**The task:** Let the output be exactly the lines from the one containing "pinky pip: (685, 318)" through the end of the records below, both included.

Data section start

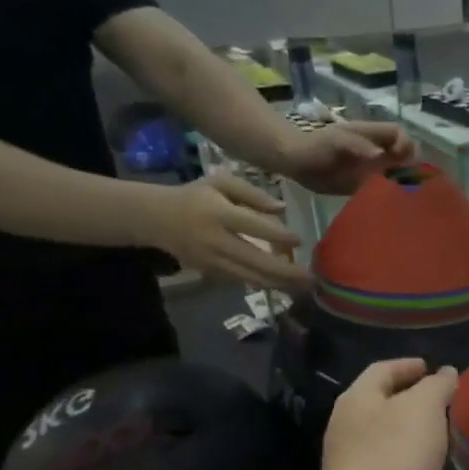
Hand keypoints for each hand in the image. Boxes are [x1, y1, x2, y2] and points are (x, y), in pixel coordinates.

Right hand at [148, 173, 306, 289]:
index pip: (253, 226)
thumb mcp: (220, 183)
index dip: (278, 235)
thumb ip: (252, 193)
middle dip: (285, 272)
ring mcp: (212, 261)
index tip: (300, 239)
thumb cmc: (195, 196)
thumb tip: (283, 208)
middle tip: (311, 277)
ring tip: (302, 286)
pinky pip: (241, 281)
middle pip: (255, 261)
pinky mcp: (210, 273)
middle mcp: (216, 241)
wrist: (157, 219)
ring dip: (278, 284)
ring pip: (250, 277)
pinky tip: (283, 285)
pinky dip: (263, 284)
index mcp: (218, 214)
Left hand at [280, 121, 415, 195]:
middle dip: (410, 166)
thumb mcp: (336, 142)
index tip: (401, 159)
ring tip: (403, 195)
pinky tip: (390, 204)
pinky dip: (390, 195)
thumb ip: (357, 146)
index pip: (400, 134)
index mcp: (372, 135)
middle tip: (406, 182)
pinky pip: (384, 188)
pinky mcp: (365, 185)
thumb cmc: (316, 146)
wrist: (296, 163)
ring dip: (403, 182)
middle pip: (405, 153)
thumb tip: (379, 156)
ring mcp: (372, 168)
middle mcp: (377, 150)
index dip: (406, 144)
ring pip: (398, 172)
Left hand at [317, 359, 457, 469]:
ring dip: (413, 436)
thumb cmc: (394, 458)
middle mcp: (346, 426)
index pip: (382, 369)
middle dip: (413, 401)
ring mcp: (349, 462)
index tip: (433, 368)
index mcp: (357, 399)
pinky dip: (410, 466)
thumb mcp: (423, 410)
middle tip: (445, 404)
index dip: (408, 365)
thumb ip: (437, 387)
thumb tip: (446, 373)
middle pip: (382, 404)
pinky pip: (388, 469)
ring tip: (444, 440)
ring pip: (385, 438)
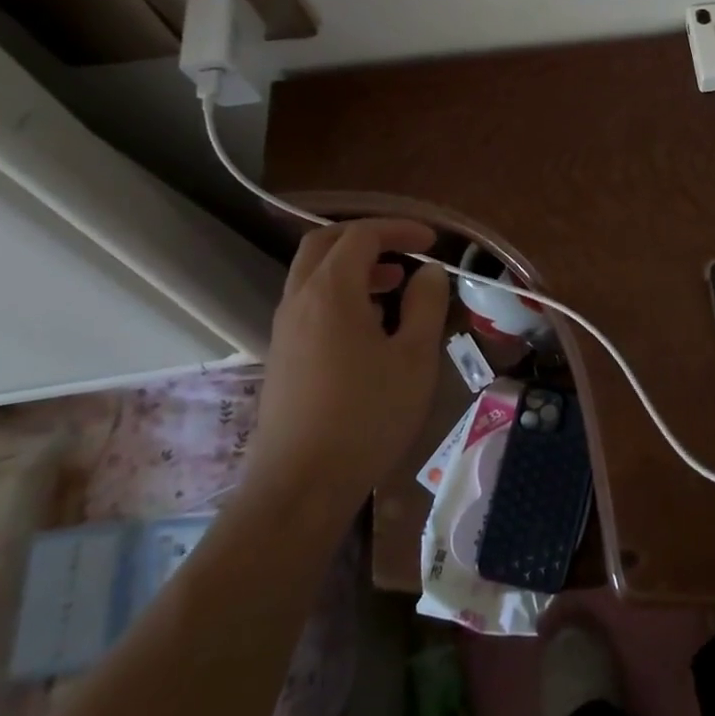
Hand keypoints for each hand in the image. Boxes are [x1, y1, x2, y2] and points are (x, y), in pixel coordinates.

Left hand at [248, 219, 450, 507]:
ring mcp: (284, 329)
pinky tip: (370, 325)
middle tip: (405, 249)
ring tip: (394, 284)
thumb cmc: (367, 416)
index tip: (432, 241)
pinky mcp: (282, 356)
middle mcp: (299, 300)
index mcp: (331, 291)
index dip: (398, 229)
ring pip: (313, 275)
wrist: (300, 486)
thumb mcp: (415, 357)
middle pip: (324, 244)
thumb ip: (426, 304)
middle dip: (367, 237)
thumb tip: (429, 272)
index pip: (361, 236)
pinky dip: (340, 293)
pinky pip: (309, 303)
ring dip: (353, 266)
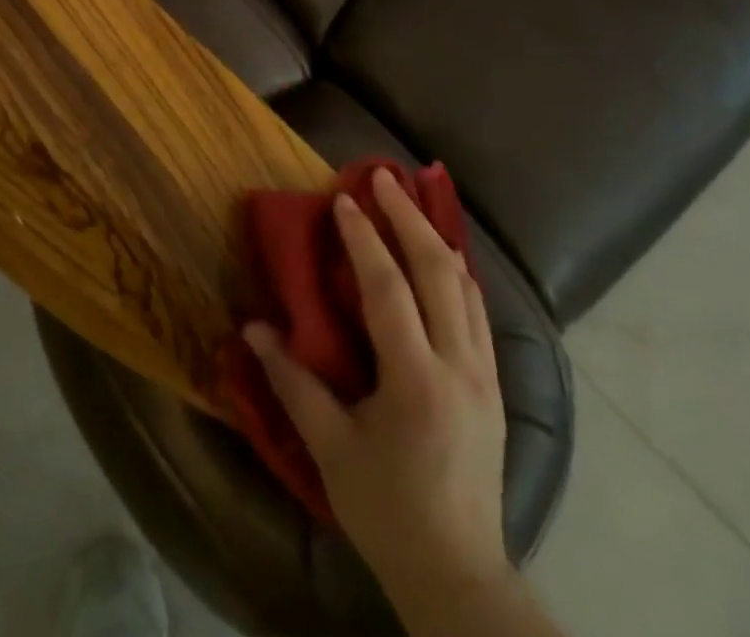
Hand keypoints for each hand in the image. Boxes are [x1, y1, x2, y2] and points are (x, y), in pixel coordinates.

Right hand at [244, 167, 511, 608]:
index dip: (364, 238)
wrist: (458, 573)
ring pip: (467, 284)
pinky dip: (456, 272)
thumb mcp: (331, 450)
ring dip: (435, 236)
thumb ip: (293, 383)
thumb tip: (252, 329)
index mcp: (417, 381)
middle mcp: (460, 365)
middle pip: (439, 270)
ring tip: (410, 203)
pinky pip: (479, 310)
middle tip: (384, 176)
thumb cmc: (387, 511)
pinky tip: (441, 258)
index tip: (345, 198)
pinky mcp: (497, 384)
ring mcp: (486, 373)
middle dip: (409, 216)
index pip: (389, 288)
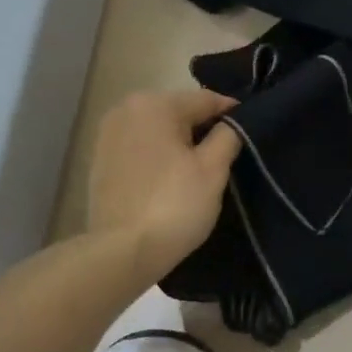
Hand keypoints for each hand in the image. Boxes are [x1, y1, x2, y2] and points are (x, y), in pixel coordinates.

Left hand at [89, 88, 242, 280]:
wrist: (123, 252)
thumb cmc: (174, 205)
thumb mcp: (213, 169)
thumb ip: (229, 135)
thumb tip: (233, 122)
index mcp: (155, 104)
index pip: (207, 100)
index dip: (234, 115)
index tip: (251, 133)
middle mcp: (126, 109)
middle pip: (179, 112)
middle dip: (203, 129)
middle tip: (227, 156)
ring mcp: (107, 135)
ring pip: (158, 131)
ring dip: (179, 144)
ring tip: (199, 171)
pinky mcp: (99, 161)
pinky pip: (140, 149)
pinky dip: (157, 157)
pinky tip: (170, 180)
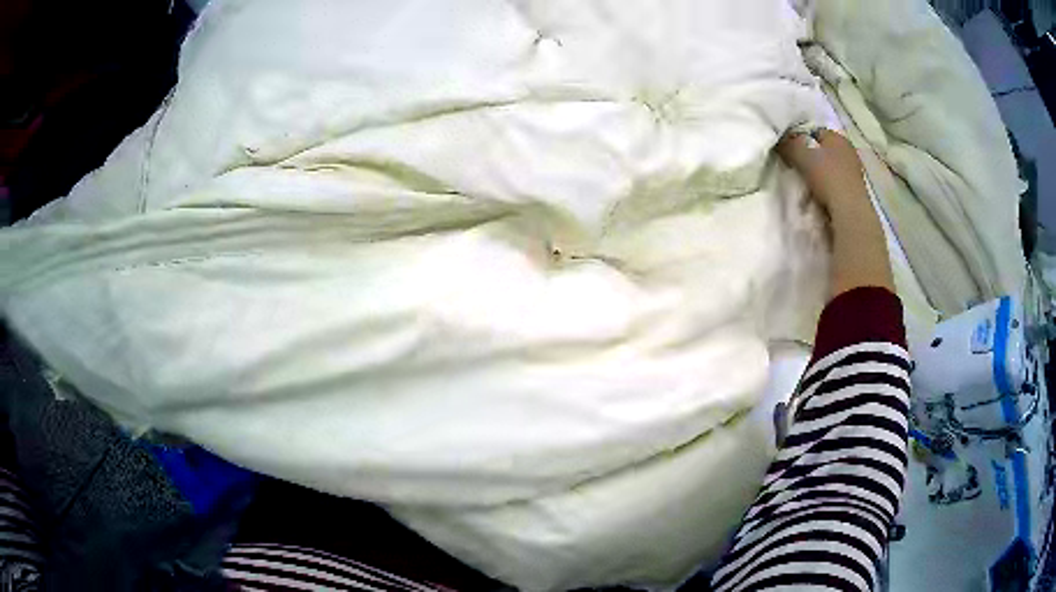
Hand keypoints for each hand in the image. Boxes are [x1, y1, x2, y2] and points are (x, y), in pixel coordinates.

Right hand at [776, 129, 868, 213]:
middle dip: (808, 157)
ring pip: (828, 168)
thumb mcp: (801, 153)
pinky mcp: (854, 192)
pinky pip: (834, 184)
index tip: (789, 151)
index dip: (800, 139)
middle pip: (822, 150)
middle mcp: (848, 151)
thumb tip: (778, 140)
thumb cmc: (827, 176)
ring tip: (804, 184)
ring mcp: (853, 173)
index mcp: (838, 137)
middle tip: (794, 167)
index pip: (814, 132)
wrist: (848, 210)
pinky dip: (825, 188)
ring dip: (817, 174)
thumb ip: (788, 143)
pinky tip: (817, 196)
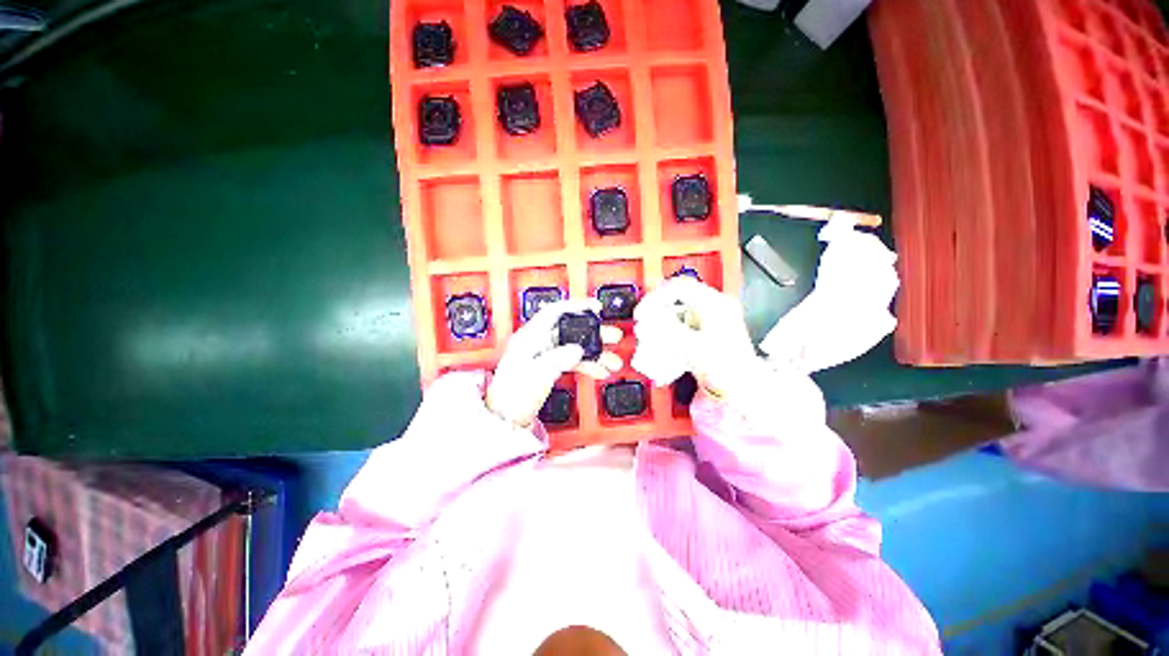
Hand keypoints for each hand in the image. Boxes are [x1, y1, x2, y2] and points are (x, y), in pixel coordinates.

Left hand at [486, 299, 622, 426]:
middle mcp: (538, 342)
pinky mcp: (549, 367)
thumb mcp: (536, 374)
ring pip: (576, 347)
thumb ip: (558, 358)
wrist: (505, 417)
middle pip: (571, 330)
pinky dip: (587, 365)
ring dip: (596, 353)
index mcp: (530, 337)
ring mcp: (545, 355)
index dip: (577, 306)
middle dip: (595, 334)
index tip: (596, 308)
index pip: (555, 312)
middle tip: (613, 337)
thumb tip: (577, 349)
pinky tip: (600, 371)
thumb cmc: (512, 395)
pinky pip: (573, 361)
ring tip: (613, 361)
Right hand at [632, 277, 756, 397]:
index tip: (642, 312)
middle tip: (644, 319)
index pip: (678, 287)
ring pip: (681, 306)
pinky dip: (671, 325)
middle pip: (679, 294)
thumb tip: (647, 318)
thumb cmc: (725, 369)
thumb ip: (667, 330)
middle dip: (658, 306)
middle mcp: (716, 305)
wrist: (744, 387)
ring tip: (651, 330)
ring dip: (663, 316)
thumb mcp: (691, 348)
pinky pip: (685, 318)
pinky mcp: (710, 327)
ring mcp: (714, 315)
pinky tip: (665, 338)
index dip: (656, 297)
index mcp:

Data section end

**Reply:**
pinky pip: (685, 318)
pinky mcp: (710, 327)
ring mcp: (714, 315)
pinky tip: (665, 338)
index dip: (656, 297)
index mcp:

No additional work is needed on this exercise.